RECORDS TO PROCESS:
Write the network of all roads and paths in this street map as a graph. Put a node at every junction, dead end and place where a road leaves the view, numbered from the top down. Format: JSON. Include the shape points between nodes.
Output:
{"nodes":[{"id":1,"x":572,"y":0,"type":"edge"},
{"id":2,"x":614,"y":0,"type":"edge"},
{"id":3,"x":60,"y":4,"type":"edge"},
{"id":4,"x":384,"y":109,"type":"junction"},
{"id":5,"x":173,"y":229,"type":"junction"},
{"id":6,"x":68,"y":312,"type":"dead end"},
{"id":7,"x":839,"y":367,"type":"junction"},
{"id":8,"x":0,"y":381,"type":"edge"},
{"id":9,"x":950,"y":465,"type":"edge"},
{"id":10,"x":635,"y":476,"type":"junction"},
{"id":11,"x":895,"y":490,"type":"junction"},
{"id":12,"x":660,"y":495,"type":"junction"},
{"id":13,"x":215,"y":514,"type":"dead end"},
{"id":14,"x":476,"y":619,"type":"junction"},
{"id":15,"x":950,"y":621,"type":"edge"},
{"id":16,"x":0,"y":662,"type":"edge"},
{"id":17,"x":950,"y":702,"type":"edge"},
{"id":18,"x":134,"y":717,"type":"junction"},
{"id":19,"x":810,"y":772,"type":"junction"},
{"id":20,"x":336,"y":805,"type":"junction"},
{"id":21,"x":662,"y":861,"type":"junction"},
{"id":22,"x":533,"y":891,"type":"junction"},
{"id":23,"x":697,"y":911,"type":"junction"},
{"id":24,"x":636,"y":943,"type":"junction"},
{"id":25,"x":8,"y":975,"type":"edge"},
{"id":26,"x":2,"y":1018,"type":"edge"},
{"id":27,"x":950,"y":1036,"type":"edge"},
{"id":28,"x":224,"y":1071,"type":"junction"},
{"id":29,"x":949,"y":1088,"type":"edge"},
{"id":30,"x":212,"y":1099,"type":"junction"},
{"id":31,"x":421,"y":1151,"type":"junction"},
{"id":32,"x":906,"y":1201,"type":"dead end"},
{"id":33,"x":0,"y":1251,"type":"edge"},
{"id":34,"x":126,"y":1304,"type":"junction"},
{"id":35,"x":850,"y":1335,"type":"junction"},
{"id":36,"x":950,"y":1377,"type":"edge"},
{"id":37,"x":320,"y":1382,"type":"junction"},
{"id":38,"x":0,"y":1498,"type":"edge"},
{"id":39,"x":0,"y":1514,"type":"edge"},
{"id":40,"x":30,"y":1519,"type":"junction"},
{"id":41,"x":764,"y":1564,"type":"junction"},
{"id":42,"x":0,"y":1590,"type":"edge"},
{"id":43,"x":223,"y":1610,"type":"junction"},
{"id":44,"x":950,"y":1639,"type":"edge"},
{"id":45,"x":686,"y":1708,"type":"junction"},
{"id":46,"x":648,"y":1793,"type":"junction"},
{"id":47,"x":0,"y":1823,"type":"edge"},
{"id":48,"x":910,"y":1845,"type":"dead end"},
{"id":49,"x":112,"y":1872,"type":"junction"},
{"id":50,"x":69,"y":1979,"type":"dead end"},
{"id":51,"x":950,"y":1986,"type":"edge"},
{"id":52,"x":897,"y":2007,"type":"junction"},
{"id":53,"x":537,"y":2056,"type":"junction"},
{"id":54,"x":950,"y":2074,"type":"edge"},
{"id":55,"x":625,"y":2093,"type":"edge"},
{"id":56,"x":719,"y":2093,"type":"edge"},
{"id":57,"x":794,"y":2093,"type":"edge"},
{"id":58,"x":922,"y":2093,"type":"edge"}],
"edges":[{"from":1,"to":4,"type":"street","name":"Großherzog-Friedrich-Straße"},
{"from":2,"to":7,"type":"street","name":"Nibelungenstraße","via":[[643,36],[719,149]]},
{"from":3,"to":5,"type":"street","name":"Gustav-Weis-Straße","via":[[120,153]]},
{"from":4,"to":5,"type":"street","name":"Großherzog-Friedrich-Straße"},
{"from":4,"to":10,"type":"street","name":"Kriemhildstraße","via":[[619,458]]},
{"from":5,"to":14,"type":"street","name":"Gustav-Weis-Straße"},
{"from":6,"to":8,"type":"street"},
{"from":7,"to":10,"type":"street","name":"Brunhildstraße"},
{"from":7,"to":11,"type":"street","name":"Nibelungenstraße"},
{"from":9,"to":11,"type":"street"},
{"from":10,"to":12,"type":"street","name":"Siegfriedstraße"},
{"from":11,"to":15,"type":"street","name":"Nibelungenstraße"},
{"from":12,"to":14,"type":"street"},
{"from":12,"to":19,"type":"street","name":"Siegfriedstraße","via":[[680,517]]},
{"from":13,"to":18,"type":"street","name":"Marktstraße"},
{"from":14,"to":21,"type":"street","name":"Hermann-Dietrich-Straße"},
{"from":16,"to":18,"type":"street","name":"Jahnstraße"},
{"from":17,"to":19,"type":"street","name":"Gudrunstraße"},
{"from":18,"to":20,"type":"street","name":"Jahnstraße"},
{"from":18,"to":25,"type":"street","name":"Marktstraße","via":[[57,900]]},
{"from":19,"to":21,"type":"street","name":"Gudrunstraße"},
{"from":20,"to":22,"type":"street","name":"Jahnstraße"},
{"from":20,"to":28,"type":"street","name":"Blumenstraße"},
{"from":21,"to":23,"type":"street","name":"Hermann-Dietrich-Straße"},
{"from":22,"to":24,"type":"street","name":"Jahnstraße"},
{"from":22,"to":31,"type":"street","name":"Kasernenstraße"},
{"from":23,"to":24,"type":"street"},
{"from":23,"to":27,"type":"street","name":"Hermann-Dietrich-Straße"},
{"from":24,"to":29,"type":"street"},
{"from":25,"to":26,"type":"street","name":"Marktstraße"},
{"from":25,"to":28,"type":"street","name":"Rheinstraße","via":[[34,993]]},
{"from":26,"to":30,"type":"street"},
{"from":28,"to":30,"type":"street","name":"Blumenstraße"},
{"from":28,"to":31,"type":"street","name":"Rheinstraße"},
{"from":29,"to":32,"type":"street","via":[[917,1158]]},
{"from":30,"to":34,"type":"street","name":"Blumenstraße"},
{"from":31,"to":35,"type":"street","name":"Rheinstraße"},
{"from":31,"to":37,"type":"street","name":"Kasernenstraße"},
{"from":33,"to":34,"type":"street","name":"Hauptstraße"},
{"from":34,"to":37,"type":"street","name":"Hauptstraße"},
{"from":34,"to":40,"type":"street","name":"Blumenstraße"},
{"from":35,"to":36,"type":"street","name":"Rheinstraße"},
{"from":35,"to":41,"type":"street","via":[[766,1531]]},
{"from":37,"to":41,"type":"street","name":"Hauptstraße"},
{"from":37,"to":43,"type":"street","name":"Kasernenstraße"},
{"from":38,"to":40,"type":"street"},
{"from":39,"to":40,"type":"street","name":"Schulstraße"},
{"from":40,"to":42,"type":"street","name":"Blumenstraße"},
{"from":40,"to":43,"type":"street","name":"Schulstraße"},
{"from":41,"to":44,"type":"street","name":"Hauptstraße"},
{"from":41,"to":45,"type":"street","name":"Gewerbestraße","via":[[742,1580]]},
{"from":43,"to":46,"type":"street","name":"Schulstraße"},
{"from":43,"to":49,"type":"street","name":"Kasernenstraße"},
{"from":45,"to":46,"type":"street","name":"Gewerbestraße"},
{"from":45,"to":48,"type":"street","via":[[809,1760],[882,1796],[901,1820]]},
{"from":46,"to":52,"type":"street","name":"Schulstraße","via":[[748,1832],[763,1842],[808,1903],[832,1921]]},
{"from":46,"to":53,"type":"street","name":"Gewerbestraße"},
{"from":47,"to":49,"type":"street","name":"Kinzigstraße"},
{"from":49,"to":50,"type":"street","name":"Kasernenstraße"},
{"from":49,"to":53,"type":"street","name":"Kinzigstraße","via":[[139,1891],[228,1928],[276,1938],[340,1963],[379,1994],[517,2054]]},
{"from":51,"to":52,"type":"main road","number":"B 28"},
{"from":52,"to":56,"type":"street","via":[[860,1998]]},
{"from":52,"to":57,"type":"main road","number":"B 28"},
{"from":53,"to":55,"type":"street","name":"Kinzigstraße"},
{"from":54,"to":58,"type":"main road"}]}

EXERCISE BRIEF:
A single number is the answer: how many lines of the material contain "Rheinstraße"?

EXERCISE OUTPUT:
4